The response should hold each line from the entries below where "every" is found.

→ **AVAILABLE DATA**
• • • • •

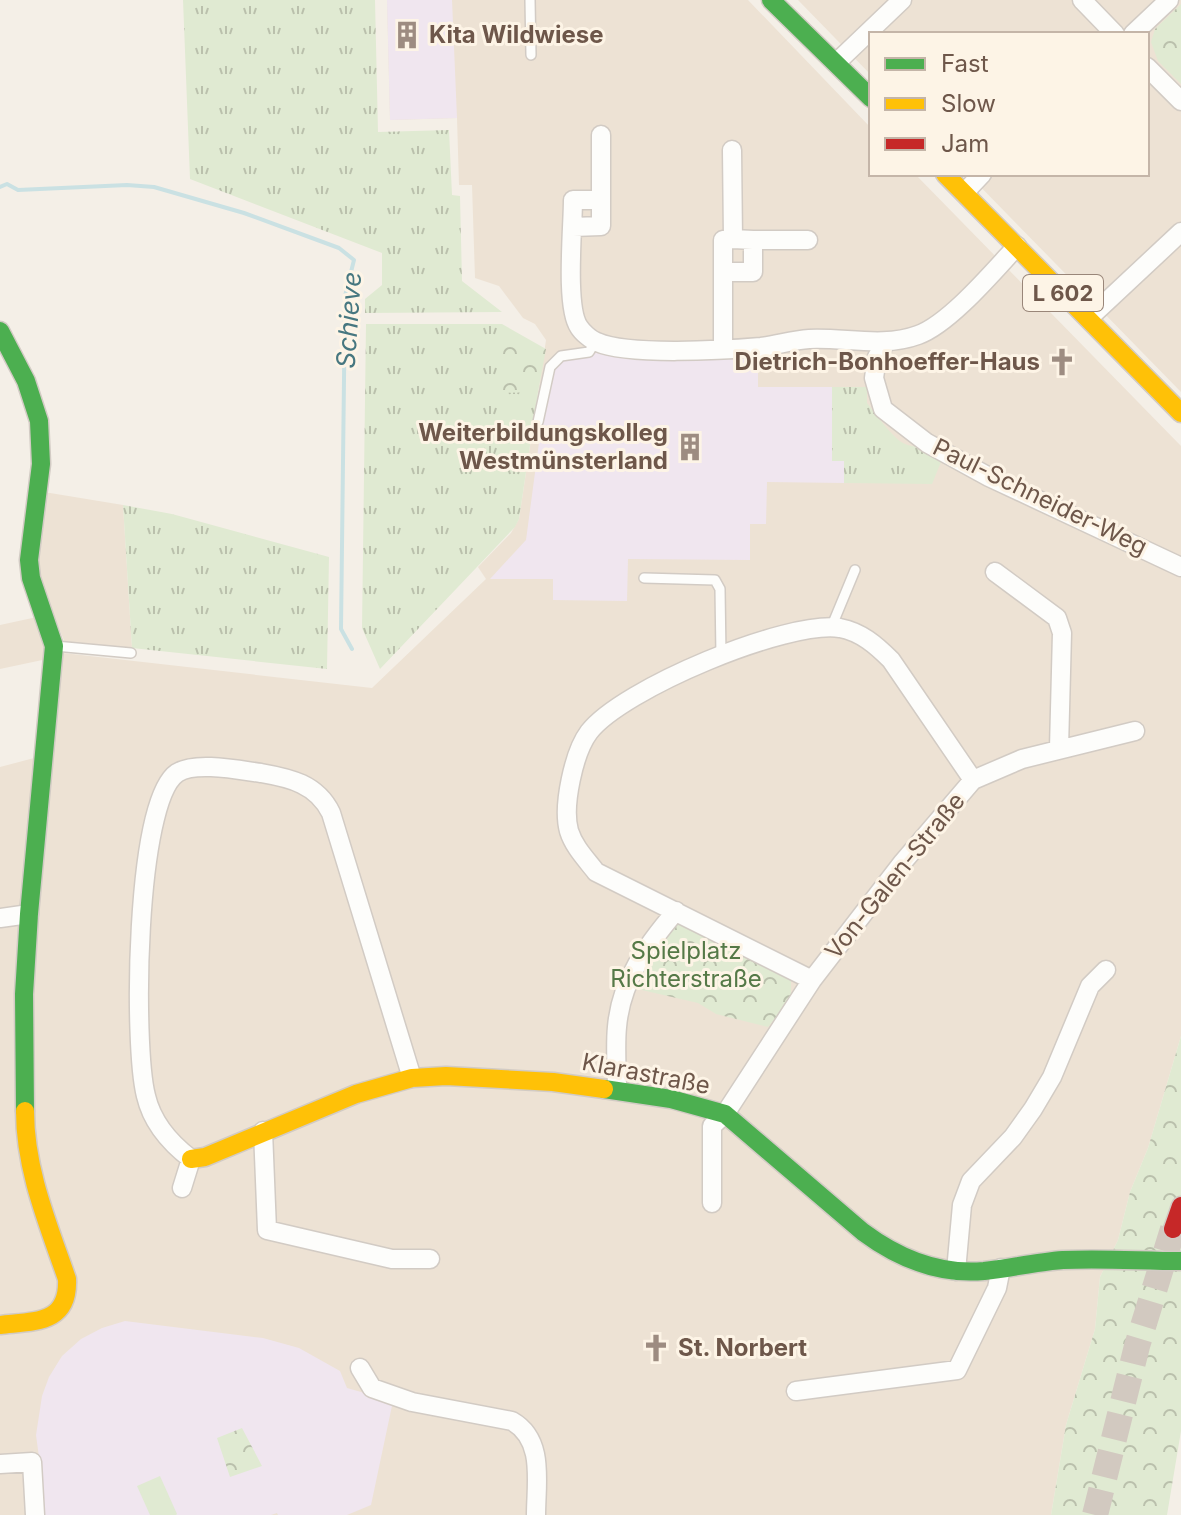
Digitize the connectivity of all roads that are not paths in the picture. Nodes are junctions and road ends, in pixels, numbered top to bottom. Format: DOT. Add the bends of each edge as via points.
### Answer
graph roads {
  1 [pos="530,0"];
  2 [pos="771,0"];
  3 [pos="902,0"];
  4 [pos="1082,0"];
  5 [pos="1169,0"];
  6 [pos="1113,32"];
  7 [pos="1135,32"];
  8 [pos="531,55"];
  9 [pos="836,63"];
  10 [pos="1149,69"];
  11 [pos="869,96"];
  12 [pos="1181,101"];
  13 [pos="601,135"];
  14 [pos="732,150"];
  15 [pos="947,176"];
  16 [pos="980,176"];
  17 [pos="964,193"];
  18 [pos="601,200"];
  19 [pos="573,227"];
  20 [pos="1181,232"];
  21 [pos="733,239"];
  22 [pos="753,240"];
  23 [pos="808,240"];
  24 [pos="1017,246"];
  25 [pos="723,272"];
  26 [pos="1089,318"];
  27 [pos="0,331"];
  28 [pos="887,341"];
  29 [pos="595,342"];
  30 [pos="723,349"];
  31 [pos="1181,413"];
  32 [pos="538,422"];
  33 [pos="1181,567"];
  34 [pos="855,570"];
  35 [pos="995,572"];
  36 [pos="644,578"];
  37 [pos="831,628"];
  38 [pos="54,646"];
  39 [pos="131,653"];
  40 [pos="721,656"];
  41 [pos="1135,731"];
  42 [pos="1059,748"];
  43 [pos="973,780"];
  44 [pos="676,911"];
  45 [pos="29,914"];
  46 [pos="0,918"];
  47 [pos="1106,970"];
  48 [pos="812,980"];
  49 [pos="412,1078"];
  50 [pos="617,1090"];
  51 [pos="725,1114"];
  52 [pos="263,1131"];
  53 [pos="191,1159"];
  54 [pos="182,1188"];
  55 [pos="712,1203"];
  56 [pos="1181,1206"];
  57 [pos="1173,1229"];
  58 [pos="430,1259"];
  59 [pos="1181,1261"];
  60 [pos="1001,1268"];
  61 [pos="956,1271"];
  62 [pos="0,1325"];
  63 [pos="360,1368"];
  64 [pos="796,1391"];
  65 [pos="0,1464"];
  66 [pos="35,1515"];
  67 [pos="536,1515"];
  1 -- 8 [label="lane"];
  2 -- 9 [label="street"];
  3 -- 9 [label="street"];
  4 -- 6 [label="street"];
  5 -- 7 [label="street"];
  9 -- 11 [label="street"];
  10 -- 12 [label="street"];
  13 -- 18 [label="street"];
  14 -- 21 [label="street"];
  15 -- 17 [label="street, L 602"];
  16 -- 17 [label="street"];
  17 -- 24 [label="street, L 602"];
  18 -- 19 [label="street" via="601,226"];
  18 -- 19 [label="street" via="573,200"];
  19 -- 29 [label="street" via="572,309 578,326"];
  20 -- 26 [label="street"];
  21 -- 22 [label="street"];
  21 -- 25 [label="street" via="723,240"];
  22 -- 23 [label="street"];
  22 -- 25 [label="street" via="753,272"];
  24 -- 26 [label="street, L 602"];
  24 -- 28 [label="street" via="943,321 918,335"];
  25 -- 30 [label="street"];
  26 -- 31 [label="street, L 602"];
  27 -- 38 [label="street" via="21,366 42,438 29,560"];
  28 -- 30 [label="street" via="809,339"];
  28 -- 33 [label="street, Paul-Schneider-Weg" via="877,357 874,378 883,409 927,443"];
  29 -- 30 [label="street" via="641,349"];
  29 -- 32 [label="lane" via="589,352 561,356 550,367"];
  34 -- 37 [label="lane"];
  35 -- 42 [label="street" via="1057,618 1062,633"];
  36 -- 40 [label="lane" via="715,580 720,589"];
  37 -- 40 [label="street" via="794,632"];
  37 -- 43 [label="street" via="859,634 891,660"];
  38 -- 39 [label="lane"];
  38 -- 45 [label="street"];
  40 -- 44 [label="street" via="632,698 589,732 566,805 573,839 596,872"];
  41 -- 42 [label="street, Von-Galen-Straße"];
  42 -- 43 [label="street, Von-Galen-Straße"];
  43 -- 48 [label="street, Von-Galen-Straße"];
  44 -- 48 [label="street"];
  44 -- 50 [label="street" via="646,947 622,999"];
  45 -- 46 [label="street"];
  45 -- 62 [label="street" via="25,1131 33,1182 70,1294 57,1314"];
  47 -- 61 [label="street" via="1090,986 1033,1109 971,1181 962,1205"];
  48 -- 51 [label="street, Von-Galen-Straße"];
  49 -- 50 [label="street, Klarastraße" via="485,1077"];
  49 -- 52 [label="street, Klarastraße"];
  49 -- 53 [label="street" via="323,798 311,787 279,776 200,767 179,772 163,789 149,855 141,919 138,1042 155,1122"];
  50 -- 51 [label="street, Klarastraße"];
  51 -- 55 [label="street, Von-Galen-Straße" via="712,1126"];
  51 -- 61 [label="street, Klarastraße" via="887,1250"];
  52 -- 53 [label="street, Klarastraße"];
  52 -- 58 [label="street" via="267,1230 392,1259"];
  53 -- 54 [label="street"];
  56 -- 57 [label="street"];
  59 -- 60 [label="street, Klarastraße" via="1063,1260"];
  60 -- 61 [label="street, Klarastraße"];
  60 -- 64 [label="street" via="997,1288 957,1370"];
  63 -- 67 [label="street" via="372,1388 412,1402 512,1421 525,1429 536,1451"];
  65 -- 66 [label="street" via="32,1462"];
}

• • • • •

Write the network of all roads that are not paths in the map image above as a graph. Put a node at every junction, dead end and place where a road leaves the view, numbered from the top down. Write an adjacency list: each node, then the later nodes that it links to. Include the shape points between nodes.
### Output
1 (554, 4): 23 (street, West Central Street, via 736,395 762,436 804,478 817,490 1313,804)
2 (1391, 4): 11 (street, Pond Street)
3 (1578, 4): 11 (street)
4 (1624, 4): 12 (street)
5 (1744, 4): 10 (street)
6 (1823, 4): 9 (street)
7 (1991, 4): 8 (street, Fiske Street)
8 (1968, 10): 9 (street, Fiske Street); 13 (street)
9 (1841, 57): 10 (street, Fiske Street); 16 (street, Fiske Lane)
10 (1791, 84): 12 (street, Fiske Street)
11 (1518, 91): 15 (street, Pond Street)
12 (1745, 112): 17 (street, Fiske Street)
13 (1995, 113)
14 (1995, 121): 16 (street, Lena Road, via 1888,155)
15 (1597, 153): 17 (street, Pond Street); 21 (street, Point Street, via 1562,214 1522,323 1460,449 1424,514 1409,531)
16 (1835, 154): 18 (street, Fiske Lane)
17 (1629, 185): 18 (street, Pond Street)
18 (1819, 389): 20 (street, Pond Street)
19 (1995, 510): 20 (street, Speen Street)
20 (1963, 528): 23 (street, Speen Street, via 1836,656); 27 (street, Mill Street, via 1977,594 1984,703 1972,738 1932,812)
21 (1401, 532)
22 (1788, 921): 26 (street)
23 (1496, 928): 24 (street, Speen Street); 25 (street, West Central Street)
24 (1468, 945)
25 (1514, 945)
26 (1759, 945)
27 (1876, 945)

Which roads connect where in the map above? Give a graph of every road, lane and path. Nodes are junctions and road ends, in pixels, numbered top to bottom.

• • • • •

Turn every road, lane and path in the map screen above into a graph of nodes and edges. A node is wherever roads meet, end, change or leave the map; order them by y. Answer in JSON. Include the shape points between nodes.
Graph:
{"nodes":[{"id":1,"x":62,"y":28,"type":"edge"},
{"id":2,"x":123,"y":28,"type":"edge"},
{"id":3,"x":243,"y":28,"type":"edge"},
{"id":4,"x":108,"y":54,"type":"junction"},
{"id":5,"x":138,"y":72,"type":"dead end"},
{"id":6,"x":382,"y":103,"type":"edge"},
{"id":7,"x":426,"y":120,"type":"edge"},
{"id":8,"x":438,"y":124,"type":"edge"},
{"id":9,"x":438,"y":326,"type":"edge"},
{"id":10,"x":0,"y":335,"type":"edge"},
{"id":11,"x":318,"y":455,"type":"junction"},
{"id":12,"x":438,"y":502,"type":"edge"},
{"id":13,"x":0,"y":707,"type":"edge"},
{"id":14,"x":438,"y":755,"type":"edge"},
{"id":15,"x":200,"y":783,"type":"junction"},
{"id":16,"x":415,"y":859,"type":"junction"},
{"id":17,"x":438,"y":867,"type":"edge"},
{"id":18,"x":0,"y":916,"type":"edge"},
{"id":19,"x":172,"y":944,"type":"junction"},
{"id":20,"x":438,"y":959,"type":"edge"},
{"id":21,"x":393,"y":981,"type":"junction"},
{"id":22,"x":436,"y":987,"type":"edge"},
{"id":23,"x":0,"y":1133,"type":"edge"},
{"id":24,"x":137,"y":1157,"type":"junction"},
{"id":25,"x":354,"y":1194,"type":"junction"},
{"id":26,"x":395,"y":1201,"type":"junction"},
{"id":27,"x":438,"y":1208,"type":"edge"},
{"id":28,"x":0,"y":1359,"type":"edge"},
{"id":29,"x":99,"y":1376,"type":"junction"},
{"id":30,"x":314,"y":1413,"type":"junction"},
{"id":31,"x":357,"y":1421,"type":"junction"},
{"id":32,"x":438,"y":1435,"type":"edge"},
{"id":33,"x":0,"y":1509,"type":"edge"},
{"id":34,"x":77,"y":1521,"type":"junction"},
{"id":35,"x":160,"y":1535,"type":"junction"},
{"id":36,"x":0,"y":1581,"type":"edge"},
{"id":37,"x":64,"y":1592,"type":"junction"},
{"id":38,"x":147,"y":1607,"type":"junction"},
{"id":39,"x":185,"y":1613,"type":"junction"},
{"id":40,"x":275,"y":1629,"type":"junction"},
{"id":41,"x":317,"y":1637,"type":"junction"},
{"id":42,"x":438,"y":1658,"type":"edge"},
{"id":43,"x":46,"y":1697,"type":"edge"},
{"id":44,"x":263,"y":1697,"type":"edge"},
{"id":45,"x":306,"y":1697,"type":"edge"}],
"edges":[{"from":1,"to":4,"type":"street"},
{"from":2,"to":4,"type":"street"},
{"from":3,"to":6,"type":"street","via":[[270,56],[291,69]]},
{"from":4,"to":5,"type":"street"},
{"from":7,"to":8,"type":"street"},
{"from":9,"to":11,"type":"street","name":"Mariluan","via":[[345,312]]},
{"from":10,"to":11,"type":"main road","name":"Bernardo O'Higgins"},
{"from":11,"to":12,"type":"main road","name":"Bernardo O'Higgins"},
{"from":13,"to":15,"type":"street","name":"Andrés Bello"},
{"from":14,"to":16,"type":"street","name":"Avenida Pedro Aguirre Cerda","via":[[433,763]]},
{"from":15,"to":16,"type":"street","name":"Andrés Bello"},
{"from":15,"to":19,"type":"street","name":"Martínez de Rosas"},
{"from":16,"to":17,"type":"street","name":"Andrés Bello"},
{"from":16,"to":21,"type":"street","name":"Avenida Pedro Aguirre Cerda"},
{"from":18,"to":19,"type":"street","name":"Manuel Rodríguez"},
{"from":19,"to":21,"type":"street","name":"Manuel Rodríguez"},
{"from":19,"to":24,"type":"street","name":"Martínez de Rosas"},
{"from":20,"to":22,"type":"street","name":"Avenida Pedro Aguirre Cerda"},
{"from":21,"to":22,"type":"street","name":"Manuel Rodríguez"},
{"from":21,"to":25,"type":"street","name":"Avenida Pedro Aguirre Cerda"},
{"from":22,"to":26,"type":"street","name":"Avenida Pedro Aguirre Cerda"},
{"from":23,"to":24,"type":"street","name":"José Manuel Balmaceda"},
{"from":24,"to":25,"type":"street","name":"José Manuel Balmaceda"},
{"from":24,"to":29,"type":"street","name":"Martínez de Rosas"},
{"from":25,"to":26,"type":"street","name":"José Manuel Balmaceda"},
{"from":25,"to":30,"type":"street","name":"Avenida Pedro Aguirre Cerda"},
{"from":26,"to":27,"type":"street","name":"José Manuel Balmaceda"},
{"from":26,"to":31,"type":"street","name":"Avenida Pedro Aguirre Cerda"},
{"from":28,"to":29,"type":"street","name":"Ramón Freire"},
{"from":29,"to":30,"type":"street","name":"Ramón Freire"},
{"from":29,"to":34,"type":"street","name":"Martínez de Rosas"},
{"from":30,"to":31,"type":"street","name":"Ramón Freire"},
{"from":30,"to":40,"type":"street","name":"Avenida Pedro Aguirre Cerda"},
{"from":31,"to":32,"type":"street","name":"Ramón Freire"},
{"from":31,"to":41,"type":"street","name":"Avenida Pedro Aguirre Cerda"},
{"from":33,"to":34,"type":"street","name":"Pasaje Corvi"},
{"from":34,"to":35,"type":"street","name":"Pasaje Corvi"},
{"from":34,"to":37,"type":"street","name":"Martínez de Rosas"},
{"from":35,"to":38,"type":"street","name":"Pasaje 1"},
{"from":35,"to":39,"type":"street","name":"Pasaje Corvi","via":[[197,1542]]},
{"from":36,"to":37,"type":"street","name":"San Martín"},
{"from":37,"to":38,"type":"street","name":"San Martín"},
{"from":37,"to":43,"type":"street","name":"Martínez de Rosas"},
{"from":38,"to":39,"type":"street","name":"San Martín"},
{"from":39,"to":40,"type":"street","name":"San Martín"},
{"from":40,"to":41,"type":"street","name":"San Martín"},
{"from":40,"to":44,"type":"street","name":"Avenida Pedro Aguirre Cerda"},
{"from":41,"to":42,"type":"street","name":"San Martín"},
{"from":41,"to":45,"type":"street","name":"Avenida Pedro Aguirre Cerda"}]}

• • • • •

→ **ANSWER**
Write the network of all roads that are not paths in the map image above as a graph. Put a node at every junction, dead end and place where a road leaves the view, numbered from the top down. Write an adjacency list: each node, then the later nodes that it links to. Include the shape points between nodes.
Which roads connect where in the map above? Give a graph of every road, lane and path. Nodes are junctions and road ends, in pixels, numbered top to bottom.
Turn every road, lane and path in the map screen above into a graph of nodes and edges. A node is wherever roads meet, end, change or leave the map; order them by y. Answer in JSON. Include the shape points between nodes.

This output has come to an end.